§ WORK ORDER
Which lines hold the word "GAULLE"? Copy each of them from the material.

§ PROVIDED DATA
- - - - - - -

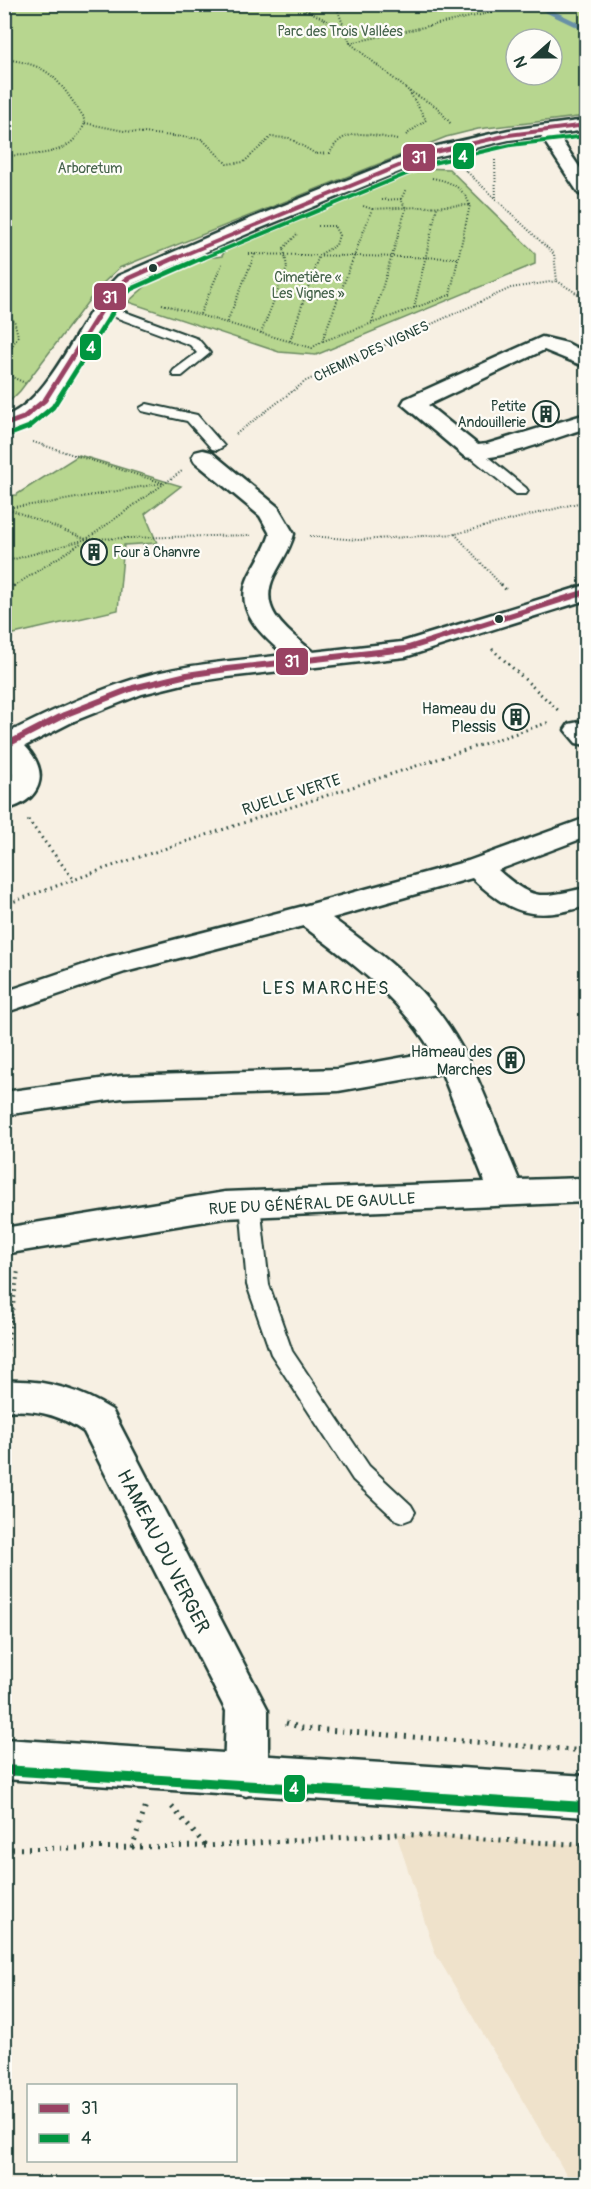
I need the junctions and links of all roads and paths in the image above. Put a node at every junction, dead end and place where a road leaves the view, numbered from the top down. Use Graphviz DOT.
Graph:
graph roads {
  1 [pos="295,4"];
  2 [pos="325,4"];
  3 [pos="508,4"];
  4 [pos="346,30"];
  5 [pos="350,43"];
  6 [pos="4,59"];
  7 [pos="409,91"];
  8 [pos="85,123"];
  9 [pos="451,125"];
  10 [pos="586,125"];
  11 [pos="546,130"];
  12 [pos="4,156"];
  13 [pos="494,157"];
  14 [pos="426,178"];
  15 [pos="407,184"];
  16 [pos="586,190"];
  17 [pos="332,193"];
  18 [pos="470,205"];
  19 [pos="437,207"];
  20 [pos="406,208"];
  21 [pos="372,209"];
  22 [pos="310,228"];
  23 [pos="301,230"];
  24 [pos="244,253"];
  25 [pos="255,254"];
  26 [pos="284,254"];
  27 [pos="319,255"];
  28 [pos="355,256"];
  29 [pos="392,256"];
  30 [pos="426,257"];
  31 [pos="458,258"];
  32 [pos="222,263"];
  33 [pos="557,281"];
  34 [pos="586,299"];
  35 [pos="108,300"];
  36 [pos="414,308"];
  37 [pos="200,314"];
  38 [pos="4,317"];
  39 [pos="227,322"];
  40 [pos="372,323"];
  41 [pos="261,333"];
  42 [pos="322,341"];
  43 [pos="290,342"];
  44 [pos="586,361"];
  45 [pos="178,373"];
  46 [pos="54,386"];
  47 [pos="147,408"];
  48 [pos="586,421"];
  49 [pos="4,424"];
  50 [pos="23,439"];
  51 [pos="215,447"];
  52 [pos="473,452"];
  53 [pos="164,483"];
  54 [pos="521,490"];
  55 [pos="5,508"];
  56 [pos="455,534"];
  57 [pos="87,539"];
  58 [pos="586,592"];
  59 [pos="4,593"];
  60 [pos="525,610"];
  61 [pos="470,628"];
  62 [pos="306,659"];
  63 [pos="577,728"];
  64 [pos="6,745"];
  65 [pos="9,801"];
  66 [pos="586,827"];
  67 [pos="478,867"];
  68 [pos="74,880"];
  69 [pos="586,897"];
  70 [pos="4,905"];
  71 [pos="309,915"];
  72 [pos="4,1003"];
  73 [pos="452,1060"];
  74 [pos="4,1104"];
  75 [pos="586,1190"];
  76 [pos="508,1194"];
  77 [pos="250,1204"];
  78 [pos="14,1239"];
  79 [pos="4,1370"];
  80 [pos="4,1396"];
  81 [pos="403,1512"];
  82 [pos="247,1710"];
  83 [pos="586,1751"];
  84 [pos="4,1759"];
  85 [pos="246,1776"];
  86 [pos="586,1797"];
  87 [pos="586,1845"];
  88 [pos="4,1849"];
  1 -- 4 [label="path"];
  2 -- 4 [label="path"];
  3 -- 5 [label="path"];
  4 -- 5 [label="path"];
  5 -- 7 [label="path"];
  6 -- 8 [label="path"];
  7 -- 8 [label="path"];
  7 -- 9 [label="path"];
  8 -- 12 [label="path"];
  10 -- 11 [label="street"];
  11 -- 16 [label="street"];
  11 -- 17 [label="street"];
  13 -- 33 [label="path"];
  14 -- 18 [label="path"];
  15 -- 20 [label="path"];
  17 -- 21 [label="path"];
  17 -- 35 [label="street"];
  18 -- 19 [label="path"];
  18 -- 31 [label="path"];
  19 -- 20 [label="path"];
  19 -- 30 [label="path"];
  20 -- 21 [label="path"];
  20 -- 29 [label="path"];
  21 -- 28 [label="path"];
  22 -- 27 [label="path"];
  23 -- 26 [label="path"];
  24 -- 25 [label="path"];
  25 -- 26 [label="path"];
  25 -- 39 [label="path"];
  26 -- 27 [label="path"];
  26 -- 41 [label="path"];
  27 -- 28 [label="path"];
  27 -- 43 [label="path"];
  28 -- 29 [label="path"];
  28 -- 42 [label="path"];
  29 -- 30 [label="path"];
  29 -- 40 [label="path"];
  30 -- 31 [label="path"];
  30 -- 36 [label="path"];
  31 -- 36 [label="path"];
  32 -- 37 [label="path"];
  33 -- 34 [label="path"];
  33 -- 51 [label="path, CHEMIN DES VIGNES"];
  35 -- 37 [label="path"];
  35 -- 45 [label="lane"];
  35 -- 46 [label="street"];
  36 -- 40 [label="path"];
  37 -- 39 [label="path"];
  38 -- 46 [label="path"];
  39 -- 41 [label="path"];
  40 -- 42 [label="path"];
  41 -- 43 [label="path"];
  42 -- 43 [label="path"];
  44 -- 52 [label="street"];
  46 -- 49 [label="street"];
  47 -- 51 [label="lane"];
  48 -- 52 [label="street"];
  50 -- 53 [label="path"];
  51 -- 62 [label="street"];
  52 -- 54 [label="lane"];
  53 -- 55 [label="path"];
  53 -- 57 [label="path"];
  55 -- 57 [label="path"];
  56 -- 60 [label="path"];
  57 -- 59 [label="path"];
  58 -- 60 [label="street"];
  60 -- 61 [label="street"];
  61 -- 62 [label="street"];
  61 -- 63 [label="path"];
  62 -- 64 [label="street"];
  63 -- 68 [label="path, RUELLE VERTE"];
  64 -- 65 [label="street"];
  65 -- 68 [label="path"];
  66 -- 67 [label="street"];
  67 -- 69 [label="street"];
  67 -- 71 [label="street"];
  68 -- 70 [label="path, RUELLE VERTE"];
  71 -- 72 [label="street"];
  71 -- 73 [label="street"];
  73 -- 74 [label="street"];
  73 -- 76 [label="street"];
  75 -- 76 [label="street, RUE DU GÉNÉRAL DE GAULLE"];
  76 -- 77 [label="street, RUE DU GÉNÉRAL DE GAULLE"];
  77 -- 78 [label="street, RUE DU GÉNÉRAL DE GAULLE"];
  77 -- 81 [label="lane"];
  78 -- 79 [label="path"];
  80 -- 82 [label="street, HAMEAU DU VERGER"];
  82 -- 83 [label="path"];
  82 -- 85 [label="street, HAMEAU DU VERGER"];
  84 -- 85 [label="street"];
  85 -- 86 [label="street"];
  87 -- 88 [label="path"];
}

- - - - - - -

§ RESULT FOR THIS TASK
  75 -- 76 [label="street, RUE DU GÉNÉRAL DE GAULLE"];
  76 -- 77 [label="street, RUE DU GÉNÉRAL DE GAULLE"];
  77 -- 78 [label="street, RUE DU GÉNÉRAL DE GAULLE"];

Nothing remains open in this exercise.